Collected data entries

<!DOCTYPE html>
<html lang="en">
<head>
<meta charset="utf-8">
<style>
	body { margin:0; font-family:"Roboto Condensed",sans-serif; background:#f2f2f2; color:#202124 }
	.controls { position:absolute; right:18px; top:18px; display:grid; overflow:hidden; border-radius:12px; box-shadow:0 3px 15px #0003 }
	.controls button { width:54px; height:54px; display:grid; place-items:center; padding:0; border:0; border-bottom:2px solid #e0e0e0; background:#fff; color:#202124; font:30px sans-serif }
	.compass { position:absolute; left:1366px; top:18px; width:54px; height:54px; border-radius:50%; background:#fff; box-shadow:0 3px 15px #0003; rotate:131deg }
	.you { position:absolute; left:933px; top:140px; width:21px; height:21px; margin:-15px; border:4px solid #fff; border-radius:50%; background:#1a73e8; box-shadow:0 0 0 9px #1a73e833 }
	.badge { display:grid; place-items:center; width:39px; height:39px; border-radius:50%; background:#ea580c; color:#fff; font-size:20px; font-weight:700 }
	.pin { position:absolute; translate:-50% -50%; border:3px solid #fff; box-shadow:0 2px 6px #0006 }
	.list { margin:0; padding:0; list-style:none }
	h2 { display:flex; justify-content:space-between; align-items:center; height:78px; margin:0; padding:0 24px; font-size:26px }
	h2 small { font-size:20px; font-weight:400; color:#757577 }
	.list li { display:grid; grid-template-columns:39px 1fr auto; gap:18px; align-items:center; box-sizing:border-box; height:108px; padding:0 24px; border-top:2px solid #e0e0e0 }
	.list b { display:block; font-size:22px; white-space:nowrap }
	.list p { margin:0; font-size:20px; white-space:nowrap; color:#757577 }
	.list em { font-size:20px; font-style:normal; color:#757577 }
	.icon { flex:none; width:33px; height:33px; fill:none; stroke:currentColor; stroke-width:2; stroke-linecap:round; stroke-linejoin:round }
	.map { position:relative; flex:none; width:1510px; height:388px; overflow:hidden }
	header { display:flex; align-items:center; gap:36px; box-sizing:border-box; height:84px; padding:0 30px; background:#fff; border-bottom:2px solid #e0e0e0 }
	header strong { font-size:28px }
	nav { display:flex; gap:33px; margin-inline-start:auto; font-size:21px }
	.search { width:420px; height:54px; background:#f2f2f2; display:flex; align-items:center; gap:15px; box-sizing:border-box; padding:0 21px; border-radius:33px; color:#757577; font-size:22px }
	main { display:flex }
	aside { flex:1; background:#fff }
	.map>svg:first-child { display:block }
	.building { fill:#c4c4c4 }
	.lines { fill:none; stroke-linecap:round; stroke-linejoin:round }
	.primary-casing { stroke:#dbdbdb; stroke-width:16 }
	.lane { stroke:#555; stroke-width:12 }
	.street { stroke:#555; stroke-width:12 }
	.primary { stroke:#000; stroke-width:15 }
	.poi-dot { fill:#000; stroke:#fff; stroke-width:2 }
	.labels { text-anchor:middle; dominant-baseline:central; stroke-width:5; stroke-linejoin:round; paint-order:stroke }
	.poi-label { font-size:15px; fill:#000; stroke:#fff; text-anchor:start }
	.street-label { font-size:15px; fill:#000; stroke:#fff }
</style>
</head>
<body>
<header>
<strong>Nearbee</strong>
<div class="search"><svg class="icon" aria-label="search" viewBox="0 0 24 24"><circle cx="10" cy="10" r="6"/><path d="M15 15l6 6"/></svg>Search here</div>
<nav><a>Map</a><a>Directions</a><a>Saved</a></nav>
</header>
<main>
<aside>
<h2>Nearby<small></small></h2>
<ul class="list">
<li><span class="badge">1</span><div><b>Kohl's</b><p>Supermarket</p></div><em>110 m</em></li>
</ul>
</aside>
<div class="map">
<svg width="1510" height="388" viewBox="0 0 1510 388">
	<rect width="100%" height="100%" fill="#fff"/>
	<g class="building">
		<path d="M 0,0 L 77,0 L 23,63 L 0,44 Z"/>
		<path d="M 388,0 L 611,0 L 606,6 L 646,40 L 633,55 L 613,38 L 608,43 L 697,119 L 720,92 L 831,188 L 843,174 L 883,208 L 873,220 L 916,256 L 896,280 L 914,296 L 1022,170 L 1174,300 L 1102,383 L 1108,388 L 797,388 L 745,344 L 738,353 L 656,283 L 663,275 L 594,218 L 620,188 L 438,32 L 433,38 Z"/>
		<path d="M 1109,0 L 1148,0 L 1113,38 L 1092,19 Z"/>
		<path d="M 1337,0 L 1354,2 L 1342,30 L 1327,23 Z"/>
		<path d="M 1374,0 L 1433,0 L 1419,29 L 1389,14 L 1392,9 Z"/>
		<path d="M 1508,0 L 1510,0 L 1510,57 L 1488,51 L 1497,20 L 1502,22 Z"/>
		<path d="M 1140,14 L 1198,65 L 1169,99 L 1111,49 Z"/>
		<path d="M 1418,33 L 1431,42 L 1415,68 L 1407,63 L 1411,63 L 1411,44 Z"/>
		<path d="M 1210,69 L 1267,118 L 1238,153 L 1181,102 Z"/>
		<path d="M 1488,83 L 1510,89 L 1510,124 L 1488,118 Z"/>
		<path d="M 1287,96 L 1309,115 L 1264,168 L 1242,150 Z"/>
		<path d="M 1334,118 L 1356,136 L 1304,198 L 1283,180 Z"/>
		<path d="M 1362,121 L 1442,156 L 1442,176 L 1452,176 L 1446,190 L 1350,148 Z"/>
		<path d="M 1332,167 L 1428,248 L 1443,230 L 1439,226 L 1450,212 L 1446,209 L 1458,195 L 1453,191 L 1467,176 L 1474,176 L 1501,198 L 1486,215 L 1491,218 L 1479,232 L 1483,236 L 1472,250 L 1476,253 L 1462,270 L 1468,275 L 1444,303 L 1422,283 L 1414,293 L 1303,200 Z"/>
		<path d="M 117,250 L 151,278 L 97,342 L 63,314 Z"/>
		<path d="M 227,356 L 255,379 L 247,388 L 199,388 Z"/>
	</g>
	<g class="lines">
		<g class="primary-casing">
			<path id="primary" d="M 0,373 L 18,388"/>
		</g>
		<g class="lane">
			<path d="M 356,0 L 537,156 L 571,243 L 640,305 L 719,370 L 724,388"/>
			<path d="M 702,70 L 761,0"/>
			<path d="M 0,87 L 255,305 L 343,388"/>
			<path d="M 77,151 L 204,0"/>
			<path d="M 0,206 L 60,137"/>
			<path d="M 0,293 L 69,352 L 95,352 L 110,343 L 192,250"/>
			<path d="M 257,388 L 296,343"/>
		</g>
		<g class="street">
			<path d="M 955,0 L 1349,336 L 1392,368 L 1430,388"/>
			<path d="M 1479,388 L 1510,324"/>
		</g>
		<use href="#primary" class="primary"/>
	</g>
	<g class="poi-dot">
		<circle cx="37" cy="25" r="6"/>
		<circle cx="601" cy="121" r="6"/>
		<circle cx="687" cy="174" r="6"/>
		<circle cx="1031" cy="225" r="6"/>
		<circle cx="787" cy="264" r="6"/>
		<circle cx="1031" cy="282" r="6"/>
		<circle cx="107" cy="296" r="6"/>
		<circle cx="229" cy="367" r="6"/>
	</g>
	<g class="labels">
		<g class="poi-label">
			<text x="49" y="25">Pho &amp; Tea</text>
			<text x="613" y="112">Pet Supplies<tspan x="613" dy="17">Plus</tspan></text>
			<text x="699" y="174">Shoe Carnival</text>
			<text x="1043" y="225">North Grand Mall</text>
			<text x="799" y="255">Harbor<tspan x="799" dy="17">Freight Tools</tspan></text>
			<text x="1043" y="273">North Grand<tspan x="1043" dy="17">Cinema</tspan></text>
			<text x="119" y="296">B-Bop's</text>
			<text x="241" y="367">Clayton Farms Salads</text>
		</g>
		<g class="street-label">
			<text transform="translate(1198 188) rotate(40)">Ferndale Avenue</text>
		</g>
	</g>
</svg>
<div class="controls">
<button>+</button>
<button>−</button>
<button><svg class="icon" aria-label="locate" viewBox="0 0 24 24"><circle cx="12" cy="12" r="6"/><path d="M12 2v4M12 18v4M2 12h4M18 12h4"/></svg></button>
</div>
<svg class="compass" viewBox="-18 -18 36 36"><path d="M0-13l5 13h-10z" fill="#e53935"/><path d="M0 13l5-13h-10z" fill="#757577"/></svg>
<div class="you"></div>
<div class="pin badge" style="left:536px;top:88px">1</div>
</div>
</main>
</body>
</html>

- EXERCISE:
What the task asks for is a word-for-word repeat of the lines above, from the first through the one containing "position:absolute; right:18px; top:18px;".

- TASK SOLUTION:
<!DOCTYPE html>
<html lang="en">
<head>
<meta charset="utf-8">
<style>
	body { margin:0; font-family:"Roboto Condensed",sans-serif; background:#f2f2f2; color:#202124 }
	.controls { position:absolute; right:18px; top:18px; display:grid; overflow:hidden; border-radius:12px; box-shadow:0 3px 15px #0003 }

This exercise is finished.